ABOUT THIS EXERCISE: Begin with the line containing "Road topology of" and end with the last line of the data below; return those lines exactly, and only those.

DATA EXCERPTS:

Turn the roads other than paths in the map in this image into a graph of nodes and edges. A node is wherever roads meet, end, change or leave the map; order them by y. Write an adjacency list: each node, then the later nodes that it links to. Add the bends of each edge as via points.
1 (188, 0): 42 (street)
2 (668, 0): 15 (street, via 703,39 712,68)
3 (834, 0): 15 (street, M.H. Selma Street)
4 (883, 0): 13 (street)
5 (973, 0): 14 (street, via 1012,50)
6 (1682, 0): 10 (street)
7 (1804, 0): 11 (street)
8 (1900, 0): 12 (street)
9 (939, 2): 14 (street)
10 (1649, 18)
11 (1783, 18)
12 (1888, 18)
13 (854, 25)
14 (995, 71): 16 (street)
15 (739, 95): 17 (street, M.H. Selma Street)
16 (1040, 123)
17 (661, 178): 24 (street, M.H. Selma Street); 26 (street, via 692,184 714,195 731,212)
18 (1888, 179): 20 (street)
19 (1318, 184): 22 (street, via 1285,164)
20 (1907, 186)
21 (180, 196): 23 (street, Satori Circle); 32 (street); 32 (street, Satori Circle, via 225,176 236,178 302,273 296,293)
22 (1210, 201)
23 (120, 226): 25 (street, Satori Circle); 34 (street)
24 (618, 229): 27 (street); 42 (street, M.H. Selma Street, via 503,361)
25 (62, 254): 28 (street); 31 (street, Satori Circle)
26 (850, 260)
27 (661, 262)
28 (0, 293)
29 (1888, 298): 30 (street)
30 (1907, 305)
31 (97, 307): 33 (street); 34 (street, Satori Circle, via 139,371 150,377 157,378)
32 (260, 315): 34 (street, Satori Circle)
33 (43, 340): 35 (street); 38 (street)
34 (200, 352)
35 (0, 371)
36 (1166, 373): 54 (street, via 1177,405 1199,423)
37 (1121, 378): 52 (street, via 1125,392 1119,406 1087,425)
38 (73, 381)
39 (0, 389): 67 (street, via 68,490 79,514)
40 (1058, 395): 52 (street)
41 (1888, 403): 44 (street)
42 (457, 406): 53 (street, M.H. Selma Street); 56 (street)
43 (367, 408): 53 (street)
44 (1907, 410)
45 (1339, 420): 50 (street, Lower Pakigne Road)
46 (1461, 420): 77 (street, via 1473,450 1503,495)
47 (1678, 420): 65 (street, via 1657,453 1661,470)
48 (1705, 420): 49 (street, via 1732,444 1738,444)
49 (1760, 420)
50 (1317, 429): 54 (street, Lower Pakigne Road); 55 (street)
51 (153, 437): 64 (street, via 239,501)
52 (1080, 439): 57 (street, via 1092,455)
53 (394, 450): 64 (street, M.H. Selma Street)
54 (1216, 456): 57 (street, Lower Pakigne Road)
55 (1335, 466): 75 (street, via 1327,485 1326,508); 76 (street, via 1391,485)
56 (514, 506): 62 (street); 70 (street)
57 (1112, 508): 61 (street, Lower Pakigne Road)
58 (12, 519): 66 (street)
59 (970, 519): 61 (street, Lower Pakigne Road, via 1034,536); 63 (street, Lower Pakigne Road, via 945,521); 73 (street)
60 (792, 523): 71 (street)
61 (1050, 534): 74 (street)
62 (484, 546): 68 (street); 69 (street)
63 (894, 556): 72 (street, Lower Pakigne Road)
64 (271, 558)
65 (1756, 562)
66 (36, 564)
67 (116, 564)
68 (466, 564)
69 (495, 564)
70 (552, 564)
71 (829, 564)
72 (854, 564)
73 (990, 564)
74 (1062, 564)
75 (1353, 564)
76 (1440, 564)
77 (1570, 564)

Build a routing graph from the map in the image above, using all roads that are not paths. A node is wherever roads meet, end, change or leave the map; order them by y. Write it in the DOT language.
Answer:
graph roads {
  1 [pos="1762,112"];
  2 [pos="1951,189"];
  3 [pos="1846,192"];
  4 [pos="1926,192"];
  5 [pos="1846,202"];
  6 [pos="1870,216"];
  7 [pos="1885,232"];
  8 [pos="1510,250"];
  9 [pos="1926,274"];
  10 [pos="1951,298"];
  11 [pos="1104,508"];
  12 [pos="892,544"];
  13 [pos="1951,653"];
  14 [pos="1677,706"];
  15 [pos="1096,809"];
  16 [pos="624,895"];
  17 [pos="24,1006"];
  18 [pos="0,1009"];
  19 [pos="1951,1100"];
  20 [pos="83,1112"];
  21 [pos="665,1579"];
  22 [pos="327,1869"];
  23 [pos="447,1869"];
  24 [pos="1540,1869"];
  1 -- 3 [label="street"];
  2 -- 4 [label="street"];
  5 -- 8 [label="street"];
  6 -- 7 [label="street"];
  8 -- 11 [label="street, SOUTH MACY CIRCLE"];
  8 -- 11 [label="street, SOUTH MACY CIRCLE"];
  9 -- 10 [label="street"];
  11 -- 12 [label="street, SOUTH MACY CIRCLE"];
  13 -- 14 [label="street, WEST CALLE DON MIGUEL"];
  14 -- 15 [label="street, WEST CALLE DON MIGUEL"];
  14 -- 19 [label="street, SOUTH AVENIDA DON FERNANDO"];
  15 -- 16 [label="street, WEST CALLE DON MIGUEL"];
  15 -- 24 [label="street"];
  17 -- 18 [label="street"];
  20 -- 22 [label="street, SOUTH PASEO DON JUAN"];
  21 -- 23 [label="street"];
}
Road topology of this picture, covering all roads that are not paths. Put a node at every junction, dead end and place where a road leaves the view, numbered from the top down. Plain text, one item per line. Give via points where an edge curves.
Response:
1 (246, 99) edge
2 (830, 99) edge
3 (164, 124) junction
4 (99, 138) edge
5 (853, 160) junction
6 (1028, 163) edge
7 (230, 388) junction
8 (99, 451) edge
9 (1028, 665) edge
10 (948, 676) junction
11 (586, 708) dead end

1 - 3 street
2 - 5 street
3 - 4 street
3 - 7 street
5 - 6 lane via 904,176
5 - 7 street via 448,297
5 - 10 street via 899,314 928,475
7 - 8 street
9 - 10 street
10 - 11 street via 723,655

ANSWER TO THE EXERCISE:
Road topology of this picture, covering all roads that are not paths. Put a node at every junction, dead end and place where a road leaves the view, numbered from the top down. Plain text, one item per line. Give via points where an edge curves.
Response:
1 (246, 99) edge
2 (830, 99) edge
3 (164, 124) junction
4 (99, 138) edge
5 (853, 160) junction
6 (1028, 163) edge
7 (230, 388) junction
8 (99, 451) edge
9 (1028, 665) edge
10 (948, 676) junction
11 (586, 708) dead end

1 - 3 street
2 - 5 street
3 - 4 street
3 - 7 street
5 - 6 lane via 904,176
5 - 7 street via 448,297
5 - 10 street via 899,314 928,475
7 - 8 street
9 - 10 street
10 - 11 street via 723,655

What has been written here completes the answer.